Find: `L="?"  m`;  `U="?" m/s`  

We will use L as the term for wavelength, though you might also see the greek symbol lambda used frequently. Whereas T is an easy choice to represent time and L is obvious for length, U is less familiar to most as a representation of velocity. However, in Geology, U (or u) is commonly used for velocity because volume, another frequent term in Geology, also begins with V. 

Solve: What do we "Know"?

A question like this would be common in a Geomorphology course on a unit related to coastal processes. But it might also appear in an oceanography or hydrology course. The equation for waves, specifically "oscillatory" waves in open water is:

`L=(g*T^2)/(2*pi)`; `U=(g*T)/(2*pi)`

The g in the equation is gravity, and because the problem is in meters and seconds, it is appropriate to use 9.81 m/s².
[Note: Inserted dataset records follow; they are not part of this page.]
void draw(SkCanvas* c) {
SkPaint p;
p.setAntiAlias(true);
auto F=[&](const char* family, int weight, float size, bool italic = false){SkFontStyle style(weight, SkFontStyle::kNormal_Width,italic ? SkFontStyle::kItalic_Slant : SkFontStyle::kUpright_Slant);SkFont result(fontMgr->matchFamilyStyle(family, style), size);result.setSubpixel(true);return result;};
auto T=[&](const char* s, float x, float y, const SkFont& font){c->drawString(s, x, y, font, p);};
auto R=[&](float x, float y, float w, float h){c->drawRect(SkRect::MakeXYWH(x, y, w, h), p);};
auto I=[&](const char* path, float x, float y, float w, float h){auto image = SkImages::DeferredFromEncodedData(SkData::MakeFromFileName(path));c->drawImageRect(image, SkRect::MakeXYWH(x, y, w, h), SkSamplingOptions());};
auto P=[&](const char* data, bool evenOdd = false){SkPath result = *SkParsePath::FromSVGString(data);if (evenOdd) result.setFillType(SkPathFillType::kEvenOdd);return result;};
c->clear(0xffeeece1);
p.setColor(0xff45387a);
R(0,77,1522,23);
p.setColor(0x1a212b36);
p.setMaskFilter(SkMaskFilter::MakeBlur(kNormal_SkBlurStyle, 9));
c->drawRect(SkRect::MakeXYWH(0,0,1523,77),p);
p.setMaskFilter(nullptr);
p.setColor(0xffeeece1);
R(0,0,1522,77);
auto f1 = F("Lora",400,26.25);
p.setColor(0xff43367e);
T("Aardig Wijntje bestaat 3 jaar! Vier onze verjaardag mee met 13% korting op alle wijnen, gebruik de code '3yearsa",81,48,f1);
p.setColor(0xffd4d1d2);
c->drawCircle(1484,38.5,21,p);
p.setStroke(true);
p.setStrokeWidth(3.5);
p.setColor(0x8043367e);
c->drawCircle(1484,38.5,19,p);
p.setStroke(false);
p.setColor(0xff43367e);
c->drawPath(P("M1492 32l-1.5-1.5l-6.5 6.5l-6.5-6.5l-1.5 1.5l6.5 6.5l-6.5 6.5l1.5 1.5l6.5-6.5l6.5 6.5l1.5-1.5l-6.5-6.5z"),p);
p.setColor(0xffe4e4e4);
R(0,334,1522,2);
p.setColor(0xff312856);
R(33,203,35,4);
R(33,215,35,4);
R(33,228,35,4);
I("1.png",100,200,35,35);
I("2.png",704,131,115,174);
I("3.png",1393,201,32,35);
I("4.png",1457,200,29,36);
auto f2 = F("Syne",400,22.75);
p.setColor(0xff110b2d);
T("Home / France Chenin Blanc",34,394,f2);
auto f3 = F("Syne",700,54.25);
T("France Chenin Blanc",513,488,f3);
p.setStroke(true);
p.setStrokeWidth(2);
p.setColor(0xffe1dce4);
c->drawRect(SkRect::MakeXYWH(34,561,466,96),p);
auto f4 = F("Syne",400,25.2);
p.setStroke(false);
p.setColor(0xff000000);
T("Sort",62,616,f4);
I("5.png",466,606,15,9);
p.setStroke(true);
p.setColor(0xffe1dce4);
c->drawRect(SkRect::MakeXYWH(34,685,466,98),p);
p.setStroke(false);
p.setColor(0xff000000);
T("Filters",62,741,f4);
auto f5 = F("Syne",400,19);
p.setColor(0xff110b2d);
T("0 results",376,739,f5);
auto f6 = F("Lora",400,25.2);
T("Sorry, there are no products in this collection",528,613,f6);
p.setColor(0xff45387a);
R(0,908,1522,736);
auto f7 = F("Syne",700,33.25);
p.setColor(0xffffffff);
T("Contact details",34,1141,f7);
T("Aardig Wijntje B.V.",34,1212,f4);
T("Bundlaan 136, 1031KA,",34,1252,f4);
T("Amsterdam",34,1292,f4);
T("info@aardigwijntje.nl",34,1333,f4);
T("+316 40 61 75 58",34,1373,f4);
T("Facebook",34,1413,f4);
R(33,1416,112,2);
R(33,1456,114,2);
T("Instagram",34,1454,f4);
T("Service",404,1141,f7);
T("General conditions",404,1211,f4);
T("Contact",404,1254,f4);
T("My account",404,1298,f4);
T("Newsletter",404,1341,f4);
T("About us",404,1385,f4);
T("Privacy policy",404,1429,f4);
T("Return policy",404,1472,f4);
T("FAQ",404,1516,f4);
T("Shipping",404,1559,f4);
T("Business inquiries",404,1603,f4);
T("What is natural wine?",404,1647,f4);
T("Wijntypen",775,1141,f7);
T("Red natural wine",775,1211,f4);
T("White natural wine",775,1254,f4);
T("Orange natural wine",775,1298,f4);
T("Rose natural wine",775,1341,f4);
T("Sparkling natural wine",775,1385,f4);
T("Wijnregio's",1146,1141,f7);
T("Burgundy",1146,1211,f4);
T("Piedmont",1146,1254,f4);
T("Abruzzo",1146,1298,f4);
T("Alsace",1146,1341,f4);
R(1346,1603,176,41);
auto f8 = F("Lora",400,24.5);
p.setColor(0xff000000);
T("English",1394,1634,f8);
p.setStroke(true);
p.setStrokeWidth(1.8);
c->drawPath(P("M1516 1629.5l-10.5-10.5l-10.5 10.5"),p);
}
`L=((9.81 m/s^2)*(5 s)^2)/(2*pi)`

`L=39 " m"`

`U=((9.81 m/s^2)*(5 s))/(2*pi)`

`U=7.8  m/s`

The wavelength calculated here is about 40 meters, or 130 feet. That might seem like a long wavelength, but remember that this is an open water wave, where wavelengths can be kilometers long, depending on wind speed and the great depths of the ocean and some lakes. But beach waves are commonly lapping up 3-5 meters apart. A calculation of 39 meters certainly falls within that range. For velocity, 7.8 m/s is quite fast, considering a small stream might flow at a rate of 1-2 m/s. However, consider open ocean water has no measurable friction with a bed, like a stream, and it is largely controlled by wind speeds. An average tropical storm, can have wind speeds in excess of 18 m/s. These solutions fall right in line with expected values. Good work!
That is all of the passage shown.